As if this was not enough pain for one day, I spent the afternoon trying to break through the blockades at L'Eclerc to try and refill my empty fridge and store cupboard.  Jeesh.

Rocked up to do my weekly shop only to find every single entrance was barred by angry farmers who'd up-ended the trolleys (some had taken the wheels off them, Longleat monkey destruction style) and parked their tractors to make a mean metal perimeter.  Having spent the morning at the nearby dairy in Créhen burning tyres outside and handing out pilfered slabs of cheese they'd looted from inside, the farmers were still clearly high from fumes and euphoria of their successful morning protests  and adamant that no-one was getting through; nope, not even one really furious bloke who rammed their trolley line with his Clio would deter them.  

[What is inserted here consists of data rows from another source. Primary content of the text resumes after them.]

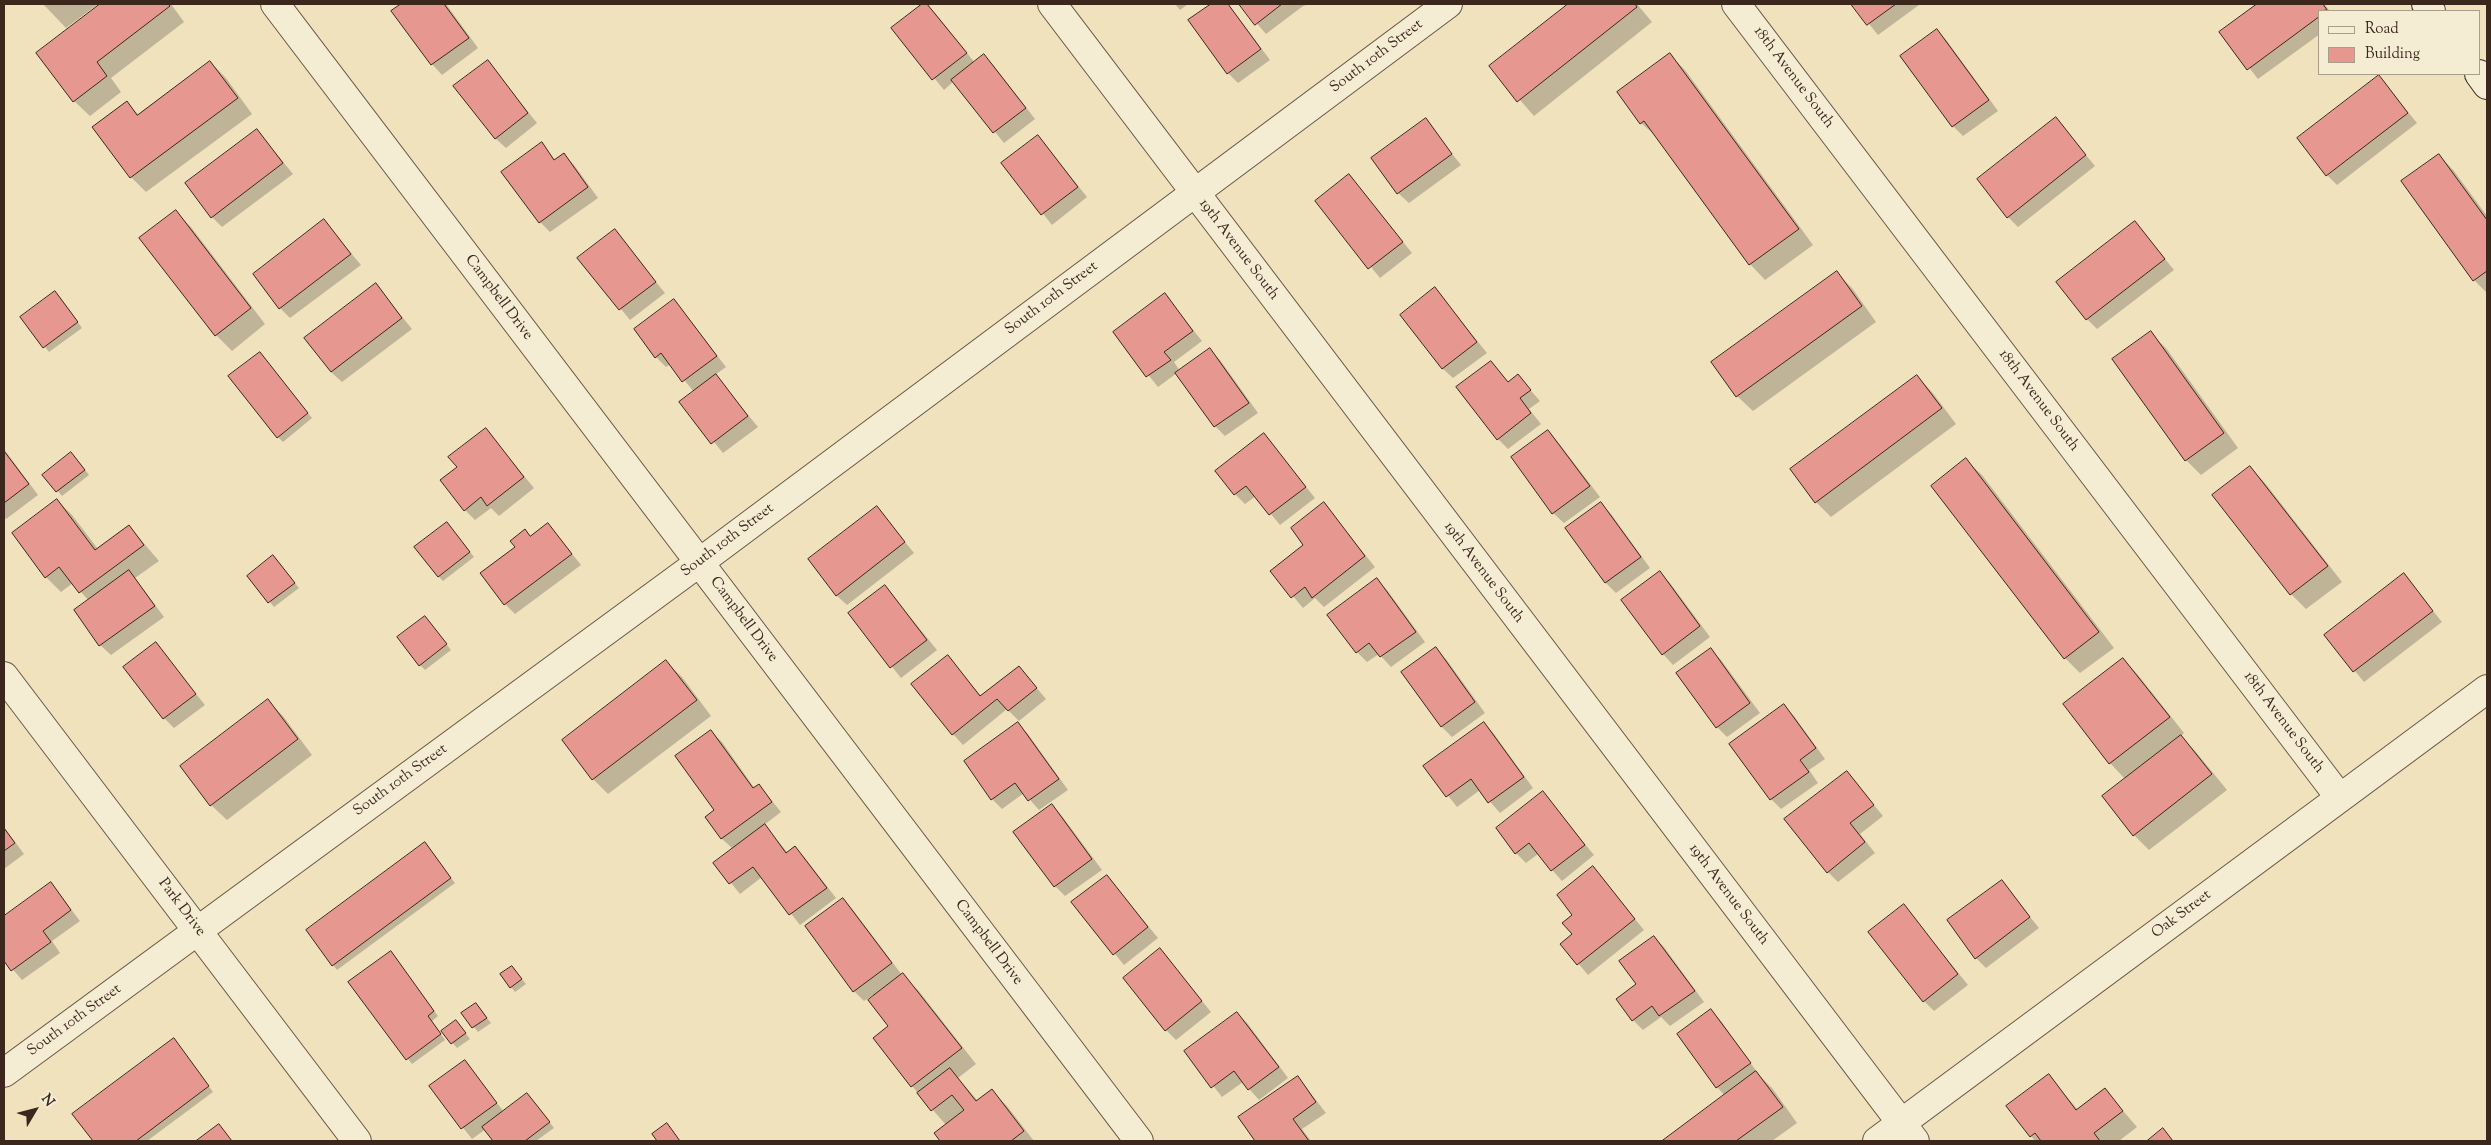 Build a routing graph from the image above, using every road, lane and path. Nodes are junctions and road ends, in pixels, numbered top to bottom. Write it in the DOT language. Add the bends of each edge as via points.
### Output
graph roads {
  1 [pos="275,4"];
  2 [pos="1052,4"];
  3 [pos="1448,4"];
  4 [pos="1736,4"];
  5 [pos="2479,75"];
  6 [pos="2487,85"];
  7 [pos="1194,192"];
  8 [pos="700,562"];
  9 [pos="4,676"];
  10 [pos="2487,689"];
  11 [pos="2340,798"];
  12 [pos="197,931"];
  13 [pos="4,1073"];
  14 [pos="1908,1132"];
  15 [pos="357,1141"];
  16 [pos="1138,1141"];
  17 [pos="1878,1141"];
  1 -- 8 [label="street, Campbell Drive"];
  2 -- 7 [label="street, 19th Avenue South"];
  3 -- 7 [label="street, South 10th Street"];
  4 -- 11 [label="street, 18th Avenue South"];
  5 -- 6 [label="street"];
  7 -- 8 [label="street, South 10th Street"];
  7 -- 14 [label="street, 19th Avenue South"];
  8 -- 12 [label="street, South 10th Street"];
  8 -- 16 [label="street, Campbell Drive"];
  9 -- 12 [label="street, Park Drive"];
  10 -- 11 [label="street, Oak Street"];
  11 -- 14 [label="street, Oak Street"];
  12 -- 13 [label="street, South 10th Street"];
  12 -- 15 [label="street, Park Drive"];
  14 -- 17 [label="street, Oak Street"];
}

As I circled the bases, thinking only of my empty fridge, I drew up alongside one picket line and made up some cock and bull story about how I had to pick up some wood from Mr Bricolage in an attempt to get in and parked and secretly slide into the adjacent supermarket to get my shopping.  As I was filled in on the pitiful details of why they had scrawled "Voleur" over all the L'Eclerc signs, I caught sight of the gimlets in the eyes of other hard-done-by herdsmen and dairy farmers and had second thoughts.  And visions of me being pelted by a shower of trolley wheels and shouts of "Croute" (unsure whether 'scab' would be so directly translated under the circumstances) as I strolled back to my car, pushing my trolley full of groceries and whistling nonchalantly, blatantly having cocked a snook at their plight.  Mmm.  Maybe not.  

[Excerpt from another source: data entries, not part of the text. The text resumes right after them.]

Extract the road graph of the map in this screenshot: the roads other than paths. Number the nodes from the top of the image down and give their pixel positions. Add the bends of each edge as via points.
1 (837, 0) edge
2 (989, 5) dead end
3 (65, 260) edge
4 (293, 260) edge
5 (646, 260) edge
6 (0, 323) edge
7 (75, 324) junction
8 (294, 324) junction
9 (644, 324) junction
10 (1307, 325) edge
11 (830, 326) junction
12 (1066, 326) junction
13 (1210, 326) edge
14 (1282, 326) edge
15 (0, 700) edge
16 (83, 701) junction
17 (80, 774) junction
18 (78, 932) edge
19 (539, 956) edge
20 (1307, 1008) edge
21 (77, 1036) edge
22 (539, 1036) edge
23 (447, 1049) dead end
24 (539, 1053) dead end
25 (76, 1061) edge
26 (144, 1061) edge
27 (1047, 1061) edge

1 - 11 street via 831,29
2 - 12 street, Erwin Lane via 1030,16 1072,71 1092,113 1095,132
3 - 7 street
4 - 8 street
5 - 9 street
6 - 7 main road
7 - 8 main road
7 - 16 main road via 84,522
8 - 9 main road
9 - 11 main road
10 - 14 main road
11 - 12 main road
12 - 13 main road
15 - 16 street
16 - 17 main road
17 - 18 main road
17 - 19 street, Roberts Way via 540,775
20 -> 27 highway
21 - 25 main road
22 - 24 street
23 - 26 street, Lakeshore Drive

Instead I ended up in Carrefour which was heaving with similarly die-hard yet disorientated shoppers, unsure of the aisle layout and mentally price-checking each item with what they would usually pay back in L'Eclerc.  Carrefour had taken on the air of a Russian grocery store circa 1970; empty shelves, no fresh dairy produce, only nasty carbs and pink wafer biscuits in plentiful supply.  Entirely depressing.  Unlike back at L'Eclerc where five 1000 litre milk tankers ominously rolled up at the by-now eerily empty parking lot.  Incidentally in my mind I like to see the owners of the parked cars running to their vehicles, hands raised and squealing, in a kind of imminent Godzilla attack style as the tankers are spotted rolling round the roundabout, but I'm probably asking too much of the laissez faire Frenchies to make this a reality.  Then, and this is where it gets really quite 'citing and why it is worth paying dues to belong to a union, the picket lines pushed aside their trolley barricades (no doubt regretting taking the wheels off as they're probably quite heavy and immovable without them, the bottoms catching and grating on the tarmac), the tankers parked up and promptedly disgorged 5000 litres of fresh milk to make one huge white puddle in  the empty parking lot.  Wowsy.  

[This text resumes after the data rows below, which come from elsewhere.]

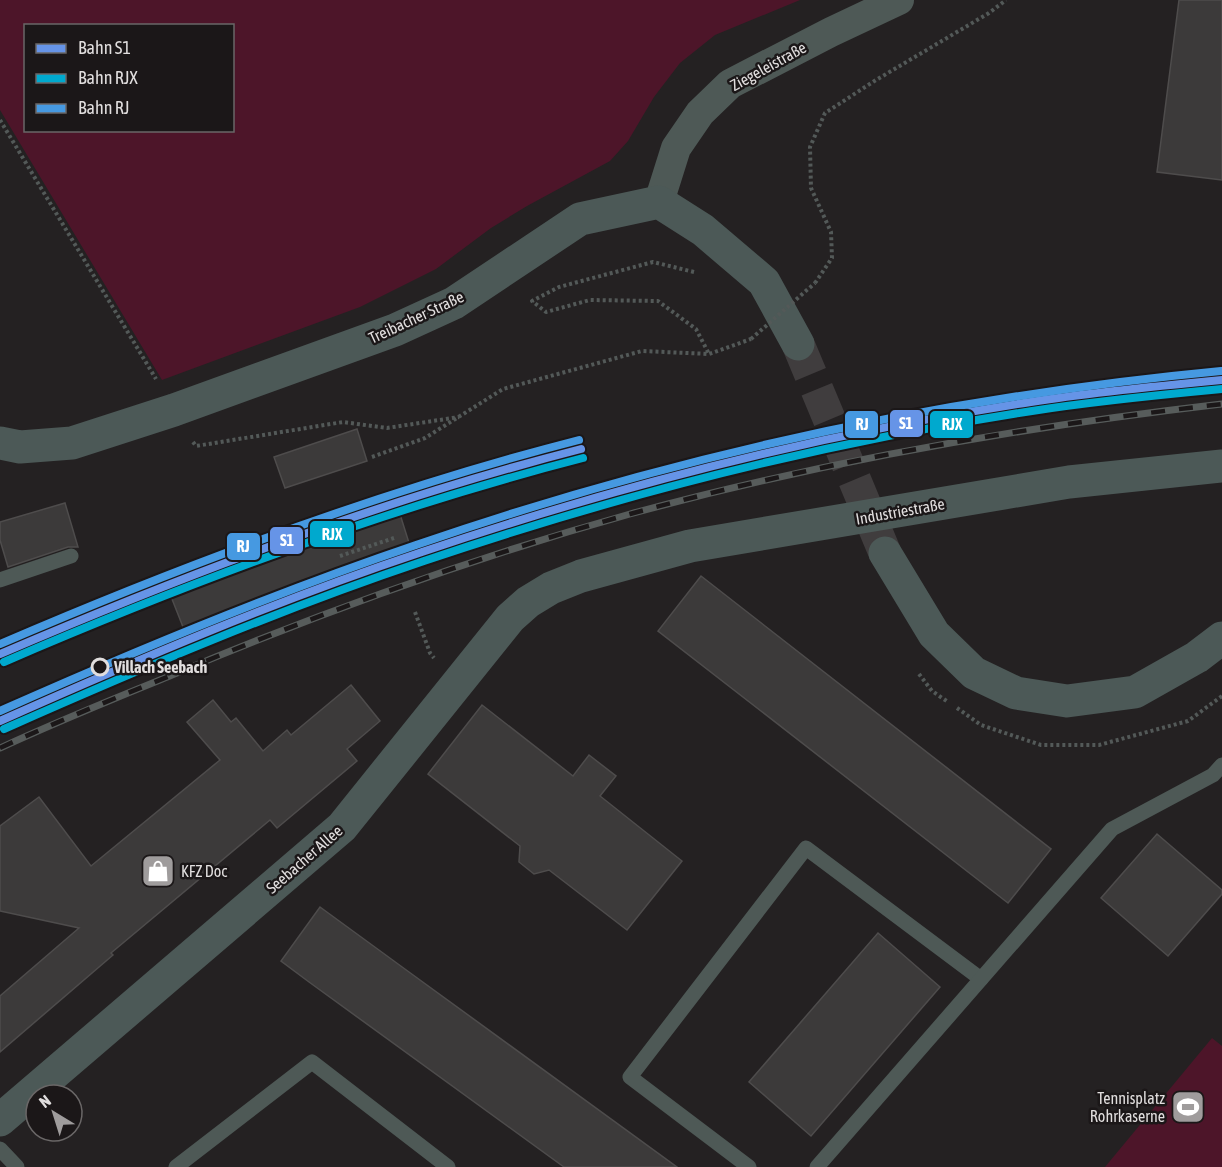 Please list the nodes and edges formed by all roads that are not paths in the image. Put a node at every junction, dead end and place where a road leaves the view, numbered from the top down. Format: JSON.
{"nodes":[{"id":1,"x":899,"y":0,"type":"edge"},
{"id":2,"x":659,"y":202,"type":"junction"},
{"id":3,"x":798,"y":344,"type":"tunnel mouth"},
{"id":4,"x":0,"y":443,"type":"edge"},
{"id":5,"x":1222,"y":466,"type":"edge"},
{"id":6,"x":885,"y":553,"type":"tunnel mouth"},
{"id":7,"x":71,"y":556,"type":"dead end"},
{"id":8,"x":581,"y":576,"type":"joint"},
{"id":9,"x":0,"y":580,"type":"edge"},
{"id":10,"x":1222,"y":638,"type":"edge"},
{"id":11,"x":1219,"y":774,"type":"edge"},
{"id":12,"x":981,"y":979,"type":"junction"},
{"id":13,"x":0,"y":1120,"type":"edge"},
{"id":14,"x":0,"y":1149,"type":"edge"},
{"id":15,"x":17,"y":1167,"type":"edge"},
{"id":16,"x":176,"y":1167,"type":"edge"},
{"id":17,"x":448,"y":1167,"type":"edge"},
{"id":18,"x":749,"y":1167,"type":"edge"},
{"id":19,"x":817,"y":1167,"type":"edge"}],
"edges":[{"from":1,"to":2,"type":"street","name":"Ziegeleistraße"},
{"from":2,"to":3,"type":"street"},
{"from":2,"to":4,"type":"street","name":"Treibacher Straße"},
{"from":5,"to":8,"type":"street","name":"Industriestraße"},
{"from":6,"to":10,"type":"street"},
{"from":7,"to":9,"type":"lane"},
{"from":8,"to":13,"type":"street","name":"Seebacher Allee"},
{"from":11,"to":12,"type":"lane"},
{"from":12,"to":18,"type":"lane"},
{"from":12,"to":19,"type":"lane"},
{"from":14,"to":15,"type":"lane"},
{"from":16,"to":17,"type":"lane"}]}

I'm thinking that if this warm weather and the farmers' schutzpah holds, I reckon in three days' time it'll probably make quite good yoghurt.  And I, armed with my growing boys, some sachets of sugar and a teaspoon each will be making a bee line down there to scrape it up in our craws. That is if we're not too weak and brittle-boned by that stage.  This whole situation of supermarkets charging 1€ for a litre of milk to the consumer and giving only 0.30c to the farmer has to change.  If I'm going to sign on to tennis again in September, a high intake of calcium-rich foods in the summer break is key.  I need to make sure my teeth are super-resilient to future shocks.